Tech levy plans refined

Computer access would be on a ratio of 1:4, rather than 1:1.

For $7.9 million, Bainbridge Island schools can be brought “out of the stone age” into the tech age, with one computer for every four children in the district.

That’s the revised recommendation district staff made to members of the school board Thursday night, as they ponder the cost and scope of a technology levy that will come before island voters on May 17.

An earlier, $10 million proposal that would have provided laptops for every high school student, was considered too ambitious for now.

That’s because students and teachers are now working with computers that are 7 years old – ancient in the tech world – and it will take time for students and staff to get up to speed on new equipment.

“Five years down the road it might be possible to have a one-to-one ratio,” of computers to students, said Randy Orwin, the district’s director of technology. But by then, the technology may have changed considerably, making the laptops in use today, obsolete.

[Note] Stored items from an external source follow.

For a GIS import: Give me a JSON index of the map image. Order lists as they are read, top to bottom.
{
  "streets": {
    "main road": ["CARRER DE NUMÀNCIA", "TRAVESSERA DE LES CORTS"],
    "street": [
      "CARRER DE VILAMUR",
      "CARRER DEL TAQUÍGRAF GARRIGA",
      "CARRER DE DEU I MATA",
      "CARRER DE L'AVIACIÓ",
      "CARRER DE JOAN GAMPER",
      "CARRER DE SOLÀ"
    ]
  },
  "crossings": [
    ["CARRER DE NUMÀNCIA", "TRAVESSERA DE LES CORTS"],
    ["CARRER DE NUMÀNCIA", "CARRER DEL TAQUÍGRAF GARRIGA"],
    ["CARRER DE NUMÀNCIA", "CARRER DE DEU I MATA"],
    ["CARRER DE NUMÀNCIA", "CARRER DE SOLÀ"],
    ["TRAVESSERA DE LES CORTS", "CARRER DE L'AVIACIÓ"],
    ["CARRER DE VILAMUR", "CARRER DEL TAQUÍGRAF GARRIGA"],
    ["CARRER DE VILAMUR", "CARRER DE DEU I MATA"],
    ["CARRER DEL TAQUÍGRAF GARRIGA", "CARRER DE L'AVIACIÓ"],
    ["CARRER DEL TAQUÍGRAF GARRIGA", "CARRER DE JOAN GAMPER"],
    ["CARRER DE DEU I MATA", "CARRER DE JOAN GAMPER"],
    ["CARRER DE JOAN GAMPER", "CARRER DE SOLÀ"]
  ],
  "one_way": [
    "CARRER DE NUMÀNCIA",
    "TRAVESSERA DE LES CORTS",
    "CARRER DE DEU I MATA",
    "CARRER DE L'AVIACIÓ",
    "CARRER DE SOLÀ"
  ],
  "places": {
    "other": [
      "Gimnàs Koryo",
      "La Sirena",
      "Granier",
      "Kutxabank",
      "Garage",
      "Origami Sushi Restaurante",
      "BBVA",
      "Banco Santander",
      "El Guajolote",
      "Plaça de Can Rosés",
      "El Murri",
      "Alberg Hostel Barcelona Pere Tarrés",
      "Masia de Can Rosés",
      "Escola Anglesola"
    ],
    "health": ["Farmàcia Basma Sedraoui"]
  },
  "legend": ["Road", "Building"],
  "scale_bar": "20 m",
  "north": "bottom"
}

To keep the technology up to date, it was recommended that the district implement a cycle of putting a tech levy before the voters every four years. Four years is the average life span of computer equipment used in schools.

The board will make a final decision on the final technology levy amount at a meeting Mar. 10 in the high school library.

In the technology levy recommendation made to the board on Thursday, a $7.9 million levy would provide:

• Replacement of aging computers district-wide, with a 4:1 ratio in the general classrooms, and 2:1 in science classrooms.

•Multimedia teaching stations in all classrooms, with a laptop for the teacher, ceiling-mounted projector, document camera, DVD/VHS player, speakers and interactive white board.

•Wireless technology in all classrooms and facilities.

•Professional development and technological support and training to all staff.

•Assistive technology for special education students.

•Science technology equipment such as probeware, interfaces, digital balances and biotechnology equipment.

Most of the cost for new technology – $1.7 million – would be for the purchase of computers for students. The next highest expenditure would be $1 million for 300 science computers and probes.